Transcribe the records below exactly, leaving out any pictures.

(DATA TO USE):
•••
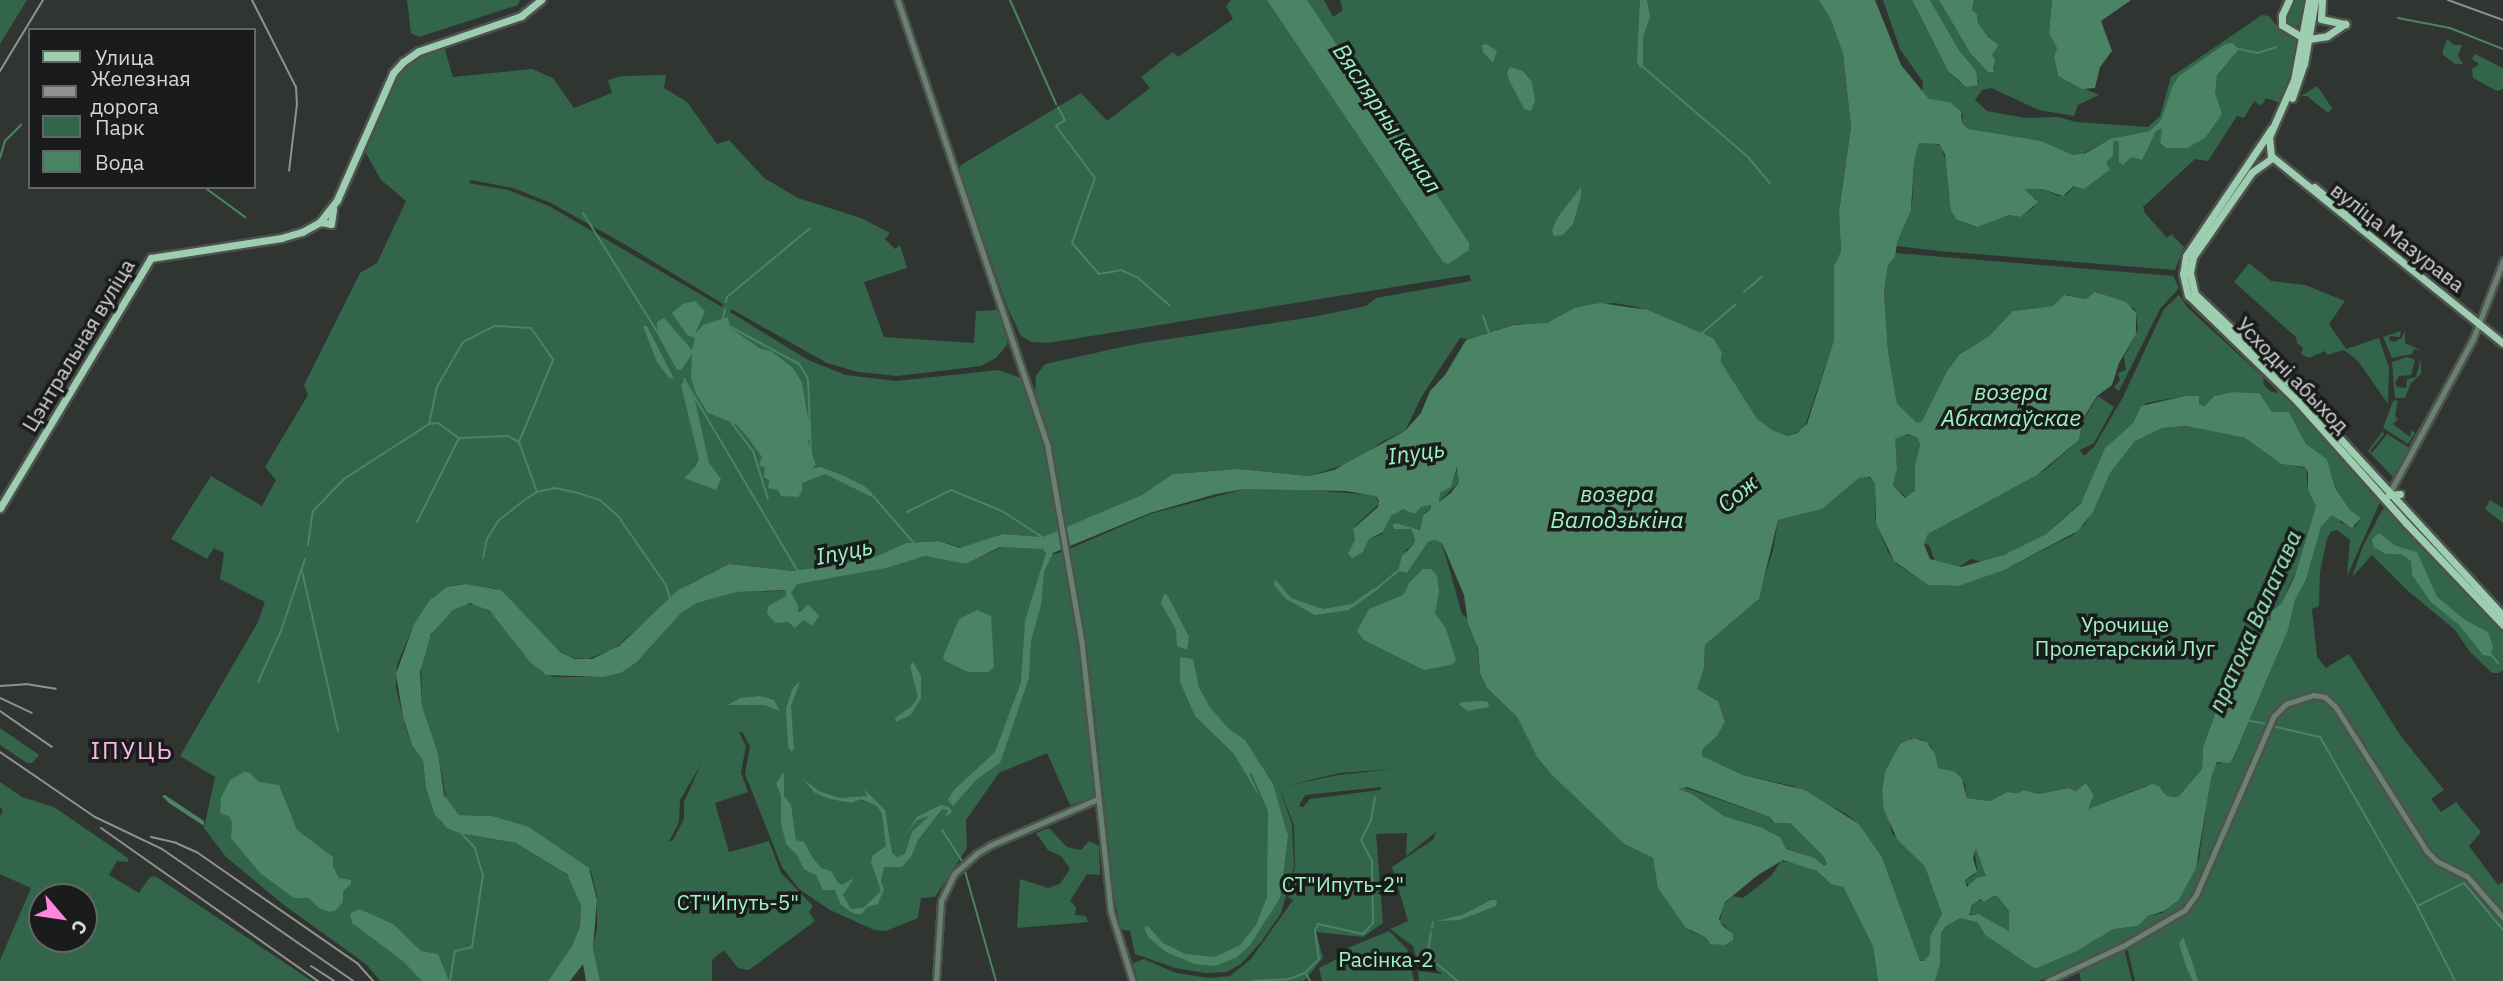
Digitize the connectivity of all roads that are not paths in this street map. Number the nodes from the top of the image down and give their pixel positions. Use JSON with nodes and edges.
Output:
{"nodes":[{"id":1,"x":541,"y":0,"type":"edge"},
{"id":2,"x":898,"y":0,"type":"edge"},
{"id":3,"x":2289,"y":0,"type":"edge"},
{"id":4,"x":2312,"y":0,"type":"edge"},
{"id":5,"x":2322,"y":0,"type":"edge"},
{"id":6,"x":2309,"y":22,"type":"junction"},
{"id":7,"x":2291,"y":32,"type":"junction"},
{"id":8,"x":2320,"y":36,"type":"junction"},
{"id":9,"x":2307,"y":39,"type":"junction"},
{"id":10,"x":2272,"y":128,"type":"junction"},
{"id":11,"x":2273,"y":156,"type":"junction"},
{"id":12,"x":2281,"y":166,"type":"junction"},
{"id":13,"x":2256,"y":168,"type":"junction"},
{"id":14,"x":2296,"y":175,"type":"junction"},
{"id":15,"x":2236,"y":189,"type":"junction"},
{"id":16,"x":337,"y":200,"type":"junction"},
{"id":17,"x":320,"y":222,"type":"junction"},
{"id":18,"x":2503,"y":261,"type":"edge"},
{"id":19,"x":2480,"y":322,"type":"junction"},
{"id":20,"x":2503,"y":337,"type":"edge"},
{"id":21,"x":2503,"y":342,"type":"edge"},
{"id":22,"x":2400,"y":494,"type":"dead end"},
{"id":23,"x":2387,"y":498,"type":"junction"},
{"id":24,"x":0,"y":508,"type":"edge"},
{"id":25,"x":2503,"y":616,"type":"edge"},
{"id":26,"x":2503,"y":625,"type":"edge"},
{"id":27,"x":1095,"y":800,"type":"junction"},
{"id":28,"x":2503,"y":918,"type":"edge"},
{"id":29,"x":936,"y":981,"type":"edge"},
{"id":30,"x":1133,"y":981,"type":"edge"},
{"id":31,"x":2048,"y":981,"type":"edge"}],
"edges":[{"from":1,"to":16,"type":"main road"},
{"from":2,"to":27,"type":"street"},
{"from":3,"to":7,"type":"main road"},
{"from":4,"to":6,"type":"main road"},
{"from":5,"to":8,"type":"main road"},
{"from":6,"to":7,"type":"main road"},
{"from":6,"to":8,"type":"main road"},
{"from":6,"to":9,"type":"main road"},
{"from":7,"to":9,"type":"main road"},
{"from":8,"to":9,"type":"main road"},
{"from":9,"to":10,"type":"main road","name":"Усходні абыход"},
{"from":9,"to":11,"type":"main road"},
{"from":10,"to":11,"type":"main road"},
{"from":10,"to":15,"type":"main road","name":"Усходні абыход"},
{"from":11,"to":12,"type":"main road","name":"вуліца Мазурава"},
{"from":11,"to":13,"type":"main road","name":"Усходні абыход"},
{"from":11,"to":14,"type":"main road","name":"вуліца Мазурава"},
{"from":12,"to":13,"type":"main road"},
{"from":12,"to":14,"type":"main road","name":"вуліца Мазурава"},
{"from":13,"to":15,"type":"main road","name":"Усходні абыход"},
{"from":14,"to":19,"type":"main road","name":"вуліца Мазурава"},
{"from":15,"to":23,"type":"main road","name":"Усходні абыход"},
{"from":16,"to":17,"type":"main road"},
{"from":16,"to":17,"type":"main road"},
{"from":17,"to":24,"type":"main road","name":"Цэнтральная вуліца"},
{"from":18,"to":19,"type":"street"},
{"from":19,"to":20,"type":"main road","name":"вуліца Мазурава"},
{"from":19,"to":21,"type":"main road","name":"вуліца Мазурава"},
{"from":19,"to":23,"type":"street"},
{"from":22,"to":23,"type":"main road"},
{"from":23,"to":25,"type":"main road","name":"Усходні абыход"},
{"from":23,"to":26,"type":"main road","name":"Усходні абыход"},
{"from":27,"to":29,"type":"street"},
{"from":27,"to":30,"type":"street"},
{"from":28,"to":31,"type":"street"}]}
•••
(RESPONSE TO THE TASK):
Digitize the connectivity of all roads that are not paths in this street map. Number the nodes from the top of the image down and give their pixel positions. Use JSON with nodes and edges.
Output:
{"nodes":[{"id":1,"x":541,"y":0,"type":"edge"},
{"id":2,"x":898,"y":0,"type":"edge"},
{"id":3,"x":2289,"y":0,"type":"edge"},
{"id":4,"x":2312,"y":0,"type":"edge"},
{"id":5,"x":2322,"y":0,"type":"edge"},
{"id":6,"x":2309,"y":22,"type":"junction"},
{"id":7,"x":2291,"y":32,"type":"junction"},
{"id":8,"x":2320,"y":36,"type":"junction"},
{"id":9,"x":2307,"y":39,"type":"junction"},
{"id":10,"x":2272,"y":128,"type":"junction"},
{"id":11,"x":2273,"y":156,"type":"junction"},
{"id":12,"x":2281,"y":166,"type":"junction"},
{"id":13,"x":2256,"y":168,"type":"junction"},
{"id":14,"x":2296,"y":175,"type":"junction"},
{"id":15,"x":2236,"y":189,"type":"junction"},
{"id":16,"x":337,"y":200,"type":"junction"},
{"id":17,"x":320,"y":222,"type":"junction"},
{"id":18,"x":2503,"y":261,"type":"edge"},
{"id":19,"x":2480,"y":322,"type":"junction"},
{"id":20,"x":2503,"y":337,"type":"edge"},
{"id":21,"x":2503,"y":342,"type":"edge"},
{"id":22,"x":2400,"y":494,"type":"dead end"},
{"id":23,"x":2387,"y":498,"type":"junction"},
{"id":24,"x":0,"y":508,"type":"edge"},
{"id":25,"x":2503,"y":616,"type":"edge"},
{"id":26,"x":2503,"y":625,"type":"edge"},
{"id":27,"x":1095,"y":800,"type":"junction"},
{"id":28,"x":2503,"y":918,"type":"edge"},
{"id":29,"x":936,"y":981,"type":"edge"},
{"id":30,"x":1133,"y":981,"type":"edge"},
{"id":31,"x":2048,"y":981,"type":"edge"}],
"edges":[{"from":1,"to":16,"type":"main road"},
{"from":2,"to":27,"type":"street"},
{"from":3,"to":7,"type":"main road"},
{"from":4,"to":6,"type":"main road"},
{"from":5,"to":8,"type":"main road"},
{"from":6,"to":7,"type":"main road"},
{"from":6,"to":8,"type":"main road"},
{"from":6,"to":9,"type":"main road"},
{"from":7,"to":9,"type":"main road"},
{"from":8,"to":9,"type":"main road"},
{"from":9,"to":10,"type":"main road","name":"Усходні абыход"},
{"from":9,"to":11,"type":"main road"},
{"from":10,"to":11,"type":"main road"},
{"from":10,"to":15,"type":"main road","name":"Усходні абыход"},
{"from":11,"to":12,"type":"main road","name":"вуліца Мазурава"},
{"from":11,"to":13,"type":"main road","name":"Усходні абыход"},
{"from":11,"to":14,"type":"main road","name":"вуліца Мазурава"},
{"from":12,"to":13,"type":"main road"},
{"from":12,"to":14,"type":"main road","name":"вуліца Мазурава"},
{"from":13,"to":15,"type":"main road","name":"Усходні абыход"},
{"from":14,"to":19,"type":"main road","name":"вуліца Мазурава"},
{"from":15,"to":23,"type":"main road","name":"Усходні абыход"},
{"from":16,"to":17,"type":"main road"},
{"from":16,"to":17,"type":"main road"},
{"from":17,"to":24,"type":"main road","name":"Цэнтральная вуліца"},
{"from":18,"to":19,"type":"street"},
{"from":19,"to":20,"type":"main road","name":"вуліца Мазурава"},
{"from":19,"to":21,"type":"main road","name":"вуліца Мазурава"},
{"from":19,"to":23,"type":"street"},
{"from":22,"to":23,"type":"main road"},
{"from":23,"to":25,"type":"main road","name":"Усходні абыход"},
{"from":23,"to":26,"type":"main road","name":"Усходні абыход"},
{"from":27,"to":29,"type":"street"},
{"from":27,"to":30,"type":"street"},
{"from":28,"to":31,"type":"street"}]}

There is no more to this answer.